▸ Exercise requirements: You are to retype all of the data exactly as it appears.

▸ Supplied data:
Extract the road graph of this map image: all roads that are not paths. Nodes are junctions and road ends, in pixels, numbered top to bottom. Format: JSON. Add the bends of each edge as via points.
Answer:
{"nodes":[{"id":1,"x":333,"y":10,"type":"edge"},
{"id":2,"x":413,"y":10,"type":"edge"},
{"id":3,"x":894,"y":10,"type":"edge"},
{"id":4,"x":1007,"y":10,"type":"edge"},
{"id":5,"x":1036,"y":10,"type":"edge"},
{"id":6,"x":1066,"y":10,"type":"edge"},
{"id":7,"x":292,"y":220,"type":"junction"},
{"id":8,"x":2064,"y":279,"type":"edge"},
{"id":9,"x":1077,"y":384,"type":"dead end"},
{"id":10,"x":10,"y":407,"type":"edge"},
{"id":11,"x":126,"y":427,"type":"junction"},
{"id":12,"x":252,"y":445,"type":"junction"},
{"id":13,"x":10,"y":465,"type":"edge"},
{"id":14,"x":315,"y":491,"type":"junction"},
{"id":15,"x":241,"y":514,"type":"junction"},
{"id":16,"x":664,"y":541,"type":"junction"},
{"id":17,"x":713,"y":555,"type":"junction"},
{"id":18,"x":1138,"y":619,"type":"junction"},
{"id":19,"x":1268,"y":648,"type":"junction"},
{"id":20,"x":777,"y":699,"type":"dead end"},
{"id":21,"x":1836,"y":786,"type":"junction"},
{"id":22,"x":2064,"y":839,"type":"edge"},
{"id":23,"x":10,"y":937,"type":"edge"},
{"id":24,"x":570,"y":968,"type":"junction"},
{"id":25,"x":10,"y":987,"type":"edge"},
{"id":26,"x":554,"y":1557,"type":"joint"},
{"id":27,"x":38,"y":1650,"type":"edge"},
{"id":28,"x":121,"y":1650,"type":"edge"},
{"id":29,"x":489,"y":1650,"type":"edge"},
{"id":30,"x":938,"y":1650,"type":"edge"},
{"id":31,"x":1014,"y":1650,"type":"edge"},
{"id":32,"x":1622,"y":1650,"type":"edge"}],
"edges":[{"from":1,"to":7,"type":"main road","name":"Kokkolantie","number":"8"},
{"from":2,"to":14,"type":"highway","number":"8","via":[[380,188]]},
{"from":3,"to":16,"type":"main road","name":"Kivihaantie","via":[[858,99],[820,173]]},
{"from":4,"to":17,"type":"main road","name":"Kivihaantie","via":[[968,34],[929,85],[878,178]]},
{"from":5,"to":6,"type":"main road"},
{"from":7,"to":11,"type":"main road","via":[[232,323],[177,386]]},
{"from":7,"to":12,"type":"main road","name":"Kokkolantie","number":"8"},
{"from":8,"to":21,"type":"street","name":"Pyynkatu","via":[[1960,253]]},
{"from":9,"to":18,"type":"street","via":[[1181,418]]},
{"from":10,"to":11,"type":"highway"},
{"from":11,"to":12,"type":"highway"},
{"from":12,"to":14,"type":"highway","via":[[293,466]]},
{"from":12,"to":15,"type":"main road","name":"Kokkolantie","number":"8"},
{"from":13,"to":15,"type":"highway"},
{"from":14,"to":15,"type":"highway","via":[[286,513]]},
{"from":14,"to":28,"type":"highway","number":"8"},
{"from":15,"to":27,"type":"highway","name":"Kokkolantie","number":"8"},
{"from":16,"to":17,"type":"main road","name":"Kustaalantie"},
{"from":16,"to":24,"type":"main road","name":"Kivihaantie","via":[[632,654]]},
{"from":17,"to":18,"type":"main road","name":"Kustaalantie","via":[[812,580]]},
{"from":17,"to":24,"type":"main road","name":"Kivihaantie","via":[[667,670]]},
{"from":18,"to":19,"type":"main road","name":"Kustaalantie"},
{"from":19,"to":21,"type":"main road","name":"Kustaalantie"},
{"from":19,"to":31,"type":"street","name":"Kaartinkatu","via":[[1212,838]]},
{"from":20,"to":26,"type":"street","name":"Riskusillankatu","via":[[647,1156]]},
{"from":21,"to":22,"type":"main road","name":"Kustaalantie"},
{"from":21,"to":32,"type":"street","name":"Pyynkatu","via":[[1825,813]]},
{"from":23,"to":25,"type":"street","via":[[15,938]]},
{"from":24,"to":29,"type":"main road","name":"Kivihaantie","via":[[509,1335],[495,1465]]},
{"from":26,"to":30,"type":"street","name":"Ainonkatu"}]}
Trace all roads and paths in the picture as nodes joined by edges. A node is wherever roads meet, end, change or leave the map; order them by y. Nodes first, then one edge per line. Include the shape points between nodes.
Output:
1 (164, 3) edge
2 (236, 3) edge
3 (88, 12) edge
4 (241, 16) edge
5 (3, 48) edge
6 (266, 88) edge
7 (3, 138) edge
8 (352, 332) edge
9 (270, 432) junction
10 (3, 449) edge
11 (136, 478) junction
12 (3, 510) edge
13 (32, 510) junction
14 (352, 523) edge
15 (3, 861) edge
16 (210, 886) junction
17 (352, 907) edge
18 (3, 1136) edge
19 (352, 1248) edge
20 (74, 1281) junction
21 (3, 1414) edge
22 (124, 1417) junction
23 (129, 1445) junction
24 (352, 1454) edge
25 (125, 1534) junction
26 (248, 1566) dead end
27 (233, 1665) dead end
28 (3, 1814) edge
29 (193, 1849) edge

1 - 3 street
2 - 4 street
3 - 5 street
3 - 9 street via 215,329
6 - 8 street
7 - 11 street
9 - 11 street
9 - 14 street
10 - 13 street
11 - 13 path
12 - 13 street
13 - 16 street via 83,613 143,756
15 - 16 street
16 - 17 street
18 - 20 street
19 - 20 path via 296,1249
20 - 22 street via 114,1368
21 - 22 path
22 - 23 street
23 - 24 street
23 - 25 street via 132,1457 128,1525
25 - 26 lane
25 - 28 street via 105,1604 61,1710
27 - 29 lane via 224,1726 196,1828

▸ Output for this task:
Extract the road graph of this map image: all roads that are not paths. Nodes are junctions and road ends, in pixels, numbered top to bottom. Format: JSON. Add the bends of each edge as via points.
Answer:
{"nodes":[{"id":1,"x":333,"y":10,"type":"edge"},
{"id":2,"x":413,"y":10,"type":"edge"},
{"id":3,"x":894,"y":10,"type":"edge"},
{"id":4,"x":1007,"y":10,"type":"edge"},
{"id":5,"x":1036,"y":10,"type":"edge"},
{"id":6,"x":1066,"y":10,"type":"edge"},
{"id":7,"x":292,"y":220,"type":"junction"},
{"id":8,"x":2064,"y":279,"type":"edge"},
{"id":9,"x":1077,"y":384,"type":"dead end"},
{"id":10,"x":10,"y":407,"type":"edge"},
{"id":11,"x":126,"y":427,"type":"junction"},
{"id":12,"x":252,"y":445,"type":"junction"},
{"id":13,"x":10,"y":465,"type":"edge"},
{"id":14,"x":315,"y":491,"type":"junction"},
{"id":15,"x":241,"y":514,"type":"junction"},
{"id":16,"x":664,"y":541,"type":"junction"},
{"id":17,"x":713,"y":555,"type":"junction"},
{"id":18,"x":1138,"y":619,"type":"junction"},
{"id":19,"x":1268,"y":648,"type":"junction"},
{"id":20,"x":777,"y":699,"type":"dead end"},
{"id":21,"x":1836,"y":786,"type":"junction"},
{"id":22,"x":2064,"y":839,"type":"edge"},
{"id":23,"x":10,"y":937,"type":"edge"},
{"id":24,"x":570,"y":968,"type":"junction"},
{"id":25,"x":10,"y":987,"type":"edge"},
{"id":26,"x":554,"y":1557,"type":"joint"},
{"id":27,"x":38,"y":1650,"type":"edge"},
{"id":28,"x":121,"y":1650,"type":"edge"},
{"id":29,"x":489,"y":1650,"type":"edge"},
{"id":30,"x":938,"y":1650,"type":"edge"},
{"id":31,"x":1014,"y":1650,"type":"edge"},
{"id":32,"x":1622,"y":1650,"type":"edge"}],
"edges":[{"from":1,"to":7,"type":"main road","name":"Kokkolantie","number":"8"},
{"from":2,"to":14,"type":"highway","number":"8","via":[[380,188]]},
{"from":3,"to":16,"type":"main road","name":"Kivihaantie","via":[[858,99],[820,173]]},
{"from":4,"to":17,"type":"main road","name":"Kivihaantie","via":[[968,34],[929,85],[878,178]]},
{"from":5,"to":6,"type":"main road"},
{"from":7,"to":11,"type":"main road","via":[[232,323],[177,386]]},
{"from":7,"to":12,"type":"main road","name":"Kokkolantie","number":"8"},
{"from":8,"to":21,"type":"street","name":"Pyynkatu","via":[[1960,253]]},
{"from":9,"to":18,"type":"street","via":[[1181,418]]},
{"from":10,"to":11,"type":"highway"},
{"from":11,"to":12,"type":"highway"},
{"from":12,"to":14,"type":"highway","via":[[293,466]]},
{"from":12,"to":15,"type":"main road","name":"Kokkolantie","number":"8"},
{"from":13,"to":15,"type":"highway"},
{"from":14,"to":15,"type":"highway","via":[[286,513]]},
{"from":14,"to":28,"type":"highway","number":"8"},
{"from":15,"to":27,"type":"highway","name":"Kokkolantie","number":"8"},
{"from":16,"to":17,"type":"main road","name":"Kustaalantie"},
{"from":16,"to":24,"type":"main road","name":"Kivihaantie","via":[[632,654]]},
{"from":17,"to":18,"type":"main road","name":"Kustaalantie","via":[[812,580]]},
{"from":17,"to":24,"type":"main road","name":"Kivihaantie","via":[[667,670]]},
{"from":18,"to":19,"type":"main road","name":"Kustaalantie"},
{"from":19,"to":21,"type":"main road","name":"Kustaalantie"},
{"from":19,"to":31,"type":"street","name":"Kaartinkatu","via":[[1212,838]]},
{"from":20,"to":26,"type":"street","name":"Riskusillankatu","via":[[647,1156]]},
{"from":21,"to":22,"type":"main road","name":"Kustaalantie"},
{"from":21,"to":32,"type":"street","name":"Pyynkatu","via":[[1825,813]]},
{"from":23,"to":25,"type":"street","via":[[15,938]]},
{"from":24,"to":29,"type":"main road","name":"Kivihaantie","via":[[509,1335],[495,1465]]},
{"from":26,"to":30,"type":"street","name":"Ainonkatu"}]}
Trace all roads and paths in the picture as nodes joined by edges. A node is wherever roads meet, end, change or leave the map; order them by y. Nodes first, then one edge per line. Include the shape points between nodes.
Output:
1 (164, 3) edge
2 (236, 3) edge
3 (88, 12) edge
4 (241, 16) edge
5 (3, 48) edge
6 (266, 88) edge
7 (3, 138) edge
8 (352, 332) edge
9 (270, 432) junction
10 (3, 449) edge
11 (136, 478) junction
12 (3, 510) edge
13 (32, 510) junction
14 (352, 523) edge
15 (3, 861) edge
16 (210, 886) junction
17 (352, 907) edge
18 (3, 1136) edge
19 (352, 1248) edge
20 (74, 1281) junction
21 (3, 1414) edge
22 (124, 1417) junction
23 (129, 1445) junction
24 (352, 1454) edge
25 (125, 1534) junction
26 (248, 1566) dead end
27 (233, 1665) dead end
28 (3, 1814) edge
29 (193, 1849) edge

1 - 3 street
2 - 4 street
3 - 5 street
3 - 9 street via 215,329
6 - 8 street
7 - 11 street
9 - 11 street
9 - 14 street
10 - 13 street
11 - 13 path
12 - 13 street
13 - 16 street via 83,613 143,756
15 - 16 street
16 - 17 street
18 - 20 street
19 - 20 path via 296,1249
20 - 22 street via 114,1368
21 - 22 path
22 - 23 street
23 - 24 street
23 - 25 street via 132,1457 128,1525
25 - 26 lane
25 - 28 street via 105,1604 61,1710
27 - 29 lane via 224,1726 196,1828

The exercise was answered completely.